Collected data entries
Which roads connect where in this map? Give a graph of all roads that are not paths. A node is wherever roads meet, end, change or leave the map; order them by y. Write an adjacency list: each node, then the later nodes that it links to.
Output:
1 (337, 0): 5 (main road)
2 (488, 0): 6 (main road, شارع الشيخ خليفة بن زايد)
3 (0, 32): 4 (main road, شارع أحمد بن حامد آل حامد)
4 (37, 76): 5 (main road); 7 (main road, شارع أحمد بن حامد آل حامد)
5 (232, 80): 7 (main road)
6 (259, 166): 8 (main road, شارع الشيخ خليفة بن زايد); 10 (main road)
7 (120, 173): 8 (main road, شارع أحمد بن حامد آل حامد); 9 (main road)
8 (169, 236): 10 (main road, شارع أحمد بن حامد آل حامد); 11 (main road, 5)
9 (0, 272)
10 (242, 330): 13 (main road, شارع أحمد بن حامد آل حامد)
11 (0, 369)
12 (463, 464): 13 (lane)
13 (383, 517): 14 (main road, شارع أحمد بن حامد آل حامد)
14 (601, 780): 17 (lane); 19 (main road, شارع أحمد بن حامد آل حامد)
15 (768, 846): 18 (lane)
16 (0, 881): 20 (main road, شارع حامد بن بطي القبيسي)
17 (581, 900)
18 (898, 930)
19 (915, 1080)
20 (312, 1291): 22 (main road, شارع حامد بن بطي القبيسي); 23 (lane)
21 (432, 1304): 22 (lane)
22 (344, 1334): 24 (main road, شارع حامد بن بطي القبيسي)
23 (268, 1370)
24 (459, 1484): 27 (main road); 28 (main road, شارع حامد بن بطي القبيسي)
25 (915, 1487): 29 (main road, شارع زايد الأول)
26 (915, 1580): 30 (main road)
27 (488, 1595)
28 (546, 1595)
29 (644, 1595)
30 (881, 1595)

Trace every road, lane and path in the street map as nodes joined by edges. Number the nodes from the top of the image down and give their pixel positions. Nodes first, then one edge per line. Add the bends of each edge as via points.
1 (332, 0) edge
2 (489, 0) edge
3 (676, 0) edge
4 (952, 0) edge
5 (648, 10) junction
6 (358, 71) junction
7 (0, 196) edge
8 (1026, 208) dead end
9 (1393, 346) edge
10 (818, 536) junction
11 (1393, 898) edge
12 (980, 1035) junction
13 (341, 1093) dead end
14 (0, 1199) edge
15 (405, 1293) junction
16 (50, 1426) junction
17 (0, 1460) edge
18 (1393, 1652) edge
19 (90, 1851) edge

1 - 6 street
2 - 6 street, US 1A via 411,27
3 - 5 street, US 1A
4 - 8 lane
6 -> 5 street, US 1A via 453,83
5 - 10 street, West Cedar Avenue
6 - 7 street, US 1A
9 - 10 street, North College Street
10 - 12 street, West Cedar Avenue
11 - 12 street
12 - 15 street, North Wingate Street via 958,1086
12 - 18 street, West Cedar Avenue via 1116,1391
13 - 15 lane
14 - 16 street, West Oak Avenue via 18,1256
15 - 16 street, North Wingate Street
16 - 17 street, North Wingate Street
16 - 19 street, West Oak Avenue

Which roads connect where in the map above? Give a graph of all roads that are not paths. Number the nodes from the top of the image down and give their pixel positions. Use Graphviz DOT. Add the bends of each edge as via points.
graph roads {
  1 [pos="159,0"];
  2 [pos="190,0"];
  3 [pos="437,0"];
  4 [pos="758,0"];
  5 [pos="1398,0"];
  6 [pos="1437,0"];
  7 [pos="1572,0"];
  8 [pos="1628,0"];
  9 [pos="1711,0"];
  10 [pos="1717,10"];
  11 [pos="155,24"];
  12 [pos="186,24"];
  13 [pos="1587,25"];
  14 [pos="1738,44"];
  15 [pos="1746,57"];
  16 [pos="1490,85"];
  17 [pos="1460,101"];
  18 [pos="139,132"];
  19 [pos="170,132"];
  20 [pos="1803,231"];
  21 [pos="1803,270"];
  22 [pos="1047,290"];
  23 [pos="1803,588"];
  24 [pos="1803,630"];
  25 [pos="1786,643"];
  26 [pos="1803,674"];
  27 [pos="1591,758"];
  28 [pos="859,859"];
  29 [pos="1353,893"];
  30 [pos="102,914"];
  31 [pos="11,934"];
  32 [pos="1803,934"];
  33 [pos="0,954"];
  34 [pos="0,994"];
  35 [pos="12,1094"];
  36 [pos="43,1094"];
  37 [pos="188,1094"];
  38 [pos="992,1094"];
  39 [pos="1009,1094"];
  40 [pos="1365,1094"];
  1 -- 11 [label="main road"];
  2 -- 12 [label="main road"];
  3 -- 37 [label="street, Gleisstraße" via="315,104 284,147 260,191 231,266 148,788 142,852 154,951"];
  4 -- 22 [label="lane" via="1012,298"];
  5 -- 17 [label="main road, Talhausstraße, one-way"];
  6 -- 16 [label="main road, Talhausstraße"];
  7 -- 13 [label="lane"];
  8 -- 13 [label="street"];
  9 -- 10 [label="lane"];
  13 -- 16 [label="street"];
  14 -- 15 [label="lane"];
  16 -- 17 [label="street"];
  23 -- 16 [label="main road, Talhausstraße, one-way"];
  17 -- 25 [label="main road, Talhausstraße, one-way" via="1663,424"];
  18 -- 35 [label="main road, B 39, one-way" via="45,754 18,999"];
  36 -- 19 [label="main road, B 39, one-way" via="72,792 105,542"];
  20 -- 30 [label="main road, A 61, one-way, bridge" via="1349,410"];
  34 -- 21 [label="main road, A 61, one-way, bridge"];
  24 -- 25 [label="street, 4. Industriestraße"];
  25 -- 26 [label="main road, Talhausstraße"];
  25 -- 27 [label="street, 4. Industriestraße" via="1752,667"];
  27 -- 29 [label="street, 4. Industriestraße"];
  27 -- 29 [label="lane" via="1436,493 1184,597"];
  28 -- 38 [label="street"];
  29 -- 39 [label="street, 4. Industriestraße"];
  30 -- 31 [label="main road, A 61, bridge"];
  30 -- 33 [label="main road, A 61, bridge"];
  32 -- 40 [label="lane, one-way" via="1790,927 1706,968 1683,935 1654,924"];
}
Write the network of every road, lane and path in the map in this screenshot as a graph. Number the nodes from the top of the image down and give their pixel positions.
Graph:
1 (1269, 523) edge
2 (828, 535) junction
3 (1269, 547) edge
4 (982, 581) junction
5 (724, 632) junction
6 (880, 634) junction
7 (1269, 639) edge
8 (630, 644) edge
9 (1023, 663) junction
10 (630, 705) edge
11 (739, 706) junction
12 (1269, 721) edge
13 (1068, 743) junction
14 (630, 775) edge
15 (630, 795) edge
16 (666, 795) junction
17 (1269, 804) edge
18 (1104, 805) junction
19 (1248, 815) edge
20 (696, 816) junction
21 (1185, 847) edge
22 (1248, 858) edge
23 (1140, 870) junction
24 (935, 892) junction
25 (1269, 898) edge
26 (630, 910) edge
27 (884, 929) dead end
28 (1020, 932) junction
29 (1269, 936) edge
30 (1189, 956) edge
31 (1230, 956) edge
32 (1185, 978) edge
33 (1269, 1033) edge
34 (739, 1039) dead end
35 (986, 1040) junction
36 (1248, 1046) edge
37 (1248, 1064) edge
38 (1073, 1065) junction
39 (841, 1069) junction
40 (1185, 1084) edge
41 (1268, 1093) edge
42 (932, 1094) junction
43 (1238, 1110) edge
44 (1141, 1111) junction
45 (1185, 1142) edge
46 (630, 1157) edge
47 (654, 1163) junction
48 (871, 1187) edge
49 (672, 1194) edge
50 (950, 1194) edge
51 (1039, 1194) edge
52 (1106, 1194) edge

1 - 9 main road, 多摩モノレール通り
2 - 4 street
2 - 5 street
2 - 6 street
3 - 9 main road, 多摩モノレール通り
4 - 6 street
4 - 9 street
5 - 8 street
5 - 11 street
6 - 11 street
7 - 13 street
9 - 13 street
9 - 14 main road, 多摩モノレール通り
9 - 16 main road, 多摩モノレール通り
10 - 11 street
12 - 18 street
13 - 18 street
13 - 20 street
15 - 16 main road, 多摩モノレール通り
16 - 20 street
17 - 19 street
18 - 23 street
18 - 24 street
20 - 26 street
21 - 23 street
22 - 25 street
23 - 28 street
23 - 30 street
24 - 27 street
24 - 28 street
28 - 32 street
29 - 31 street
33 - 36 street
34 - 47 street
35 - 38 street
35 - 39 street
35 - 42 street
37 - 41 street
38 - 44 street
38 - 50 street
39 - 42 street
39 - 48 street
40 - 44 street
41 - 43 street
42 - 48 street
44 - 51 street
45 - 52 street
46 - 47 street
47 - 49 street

Your objective -
Each line of the data above containing the string "then" is to be copied.

Written response -
Which roads connect where in this map? Give a graph of all roads that are not paths. A node is wherever roads meet, end, change or leave the map; order them by y. Write an adjacency list: each node, then the later nodes that it links to.
Trace every road, lane and path in the street map as nodes joined by edges. Number the nodes from the top of the image down and give their pixel positions. Nodes first, then one edge per line. Add the bends of each edge as via points.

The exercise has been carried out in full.